What is Digital Retinal Imaging?
At Atlantic Endocrinology & Diabetes Center a digital retinal imaging, or fundus photography, offers detailed views of the retina, making it easier to detect disease. Early eye disease detection helps ensure that the proper treatment is put in place to hinder disease progression, or cure it all together. Consistently tracking anomalies in the eye with retinal imaging can lead to early detection of the following diseases:
Retinal imaging can reveal damage to the optic nerve caused by excess pressure or increased pressure on blood vessels in this area. Early detection of glaucoma is crucial, as it can often lead to permanent vision loss for the patient. The Huvitz HFC-1 Non-Mydriatic Fundus Camera includes red-free imaging, which gives a clear comparison of nerve fiber layers to better assist in the diagnosis of glaucoma.

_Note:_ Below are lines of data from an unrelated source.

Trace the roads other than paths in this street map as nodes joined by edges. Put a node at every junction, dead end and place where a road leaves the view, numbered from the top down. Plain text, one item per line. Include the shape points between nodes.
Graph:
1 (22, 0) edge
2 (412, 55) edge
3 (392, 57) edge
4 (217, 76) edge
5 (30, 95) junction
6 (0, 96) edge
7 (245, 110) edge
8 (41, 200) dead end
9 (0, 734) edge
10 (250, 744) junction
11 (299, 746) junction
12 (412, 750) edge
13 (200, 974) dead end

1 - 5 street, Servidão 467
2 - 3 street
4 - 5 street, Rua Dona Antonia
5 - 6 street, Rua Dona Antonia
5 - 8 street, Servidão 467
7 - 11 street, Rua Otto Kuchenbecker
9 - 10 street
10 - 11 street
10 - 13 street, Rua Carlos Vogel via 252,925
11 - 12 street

Age-Related Macular Degeneration
Retinal imaging can expose symptoms of age-related macular degeneration, including fluid leakage or bleeding in the rear of the eye. Age-related macular degeneration is one of the primary culprits in vision loss for patients over age 50. Adding retinal imaging to a patient’s eye exam at this age threshold could be the difference between being adequately treated and being oblivious to serious concerns.
For patients who report seeing flashes of light or floaters, you can quickly find evidence that the retina has become detached with retinal imaging. Retinal detachment is a medical emergency that requires prompt treatment to prevent permanent vision loss, so early detection is key.
Patients with diabetes can be screened for early signs of damage to the retina with retinal imaging. Ophthalmologists can also check for other abnormal changes, such as the formation of new blood vessels or leakage in this part of the eye. Swelling in the retina is also a common sign of the disease.
High Blood Pressure
Veins and arteries of the eye are important to observe, especially because they are the only veins and arteries in the body that can be inspected without making an incision. Observation of these veins and arteries can quickly indicate if the patient has high blood pressure. Classic signs of high blood pressure are the blood vessels becoming narrower, bleeding in the rear of the eye, or retinal spots. High blood pressure, or hypertension, can go unnoticed and untreated for months or years, putting the patient at risk for heart problems or stroke.
Retinal imaging can significantly increase a patients’ chances of successfully treating certain types of cancer. High-resolution images of the retina can reveal early signs of cancer in the eye, such as dark spots that indicate a melanoma. When these symptoms are noticed early, patients can undergo diagnostic testing and seek treatment promptly to prevent cancer from spreading to other parts of the body. The longer it takes to find and diagnose signs of cancer, the more difficult it becomes to treat, especially if it enters the bloodstream.
Getting in Focus
The most commonly used device for fundoscopy is the standard direct ophthalmoscope, and this procedure can be properly done in a dimly-lit environment. First, the patient’s and doctor’s eyeglasses must be removed, but not contact lenses. It is advisable to give the patient some tissue in case of tearing. The patient is instructed to fix his gaze on the spot around 1 meter ahead. Doctors should refrain from talking with the patient during the procedure, because patients may tend to move their gazes involuntarily. Depending on the eye to be examined, the instrument is then held with the hand belonging to the same side as the examining eye. The patient’s left fundus is examined with the left eye and the right fundus with the right eye. The ophthalmoscope is turned on with the light intensity set at a two-thirds strength and the lens wheel at 0 diopters.
The first step in the fundoscopic procedure is to look for the patient’s red reflex. The patient’s eye is illuminated from a distance of around 12 to 15 inches to examine the red reflex (R/R) of the retina, where the eye appears to glow red. Once this has been achieved, the lens is adjusted to +10 diopters and standing from the patient’s side; the doctor slowly moves toward the patient while looking through the viewing aperture until he is 1-2 inches from the patient’s eye. While moving toward the patient, doctors usually place their hand on the patient’s forehead or shoulder. At +10 diopters, the anterior structures of the eye, such as the cornea, are the first ones to come into focus. Dialing the magnification from +10 to 0 effectively shifts the focus from the front to the back of the patient’s eye, towards the retina.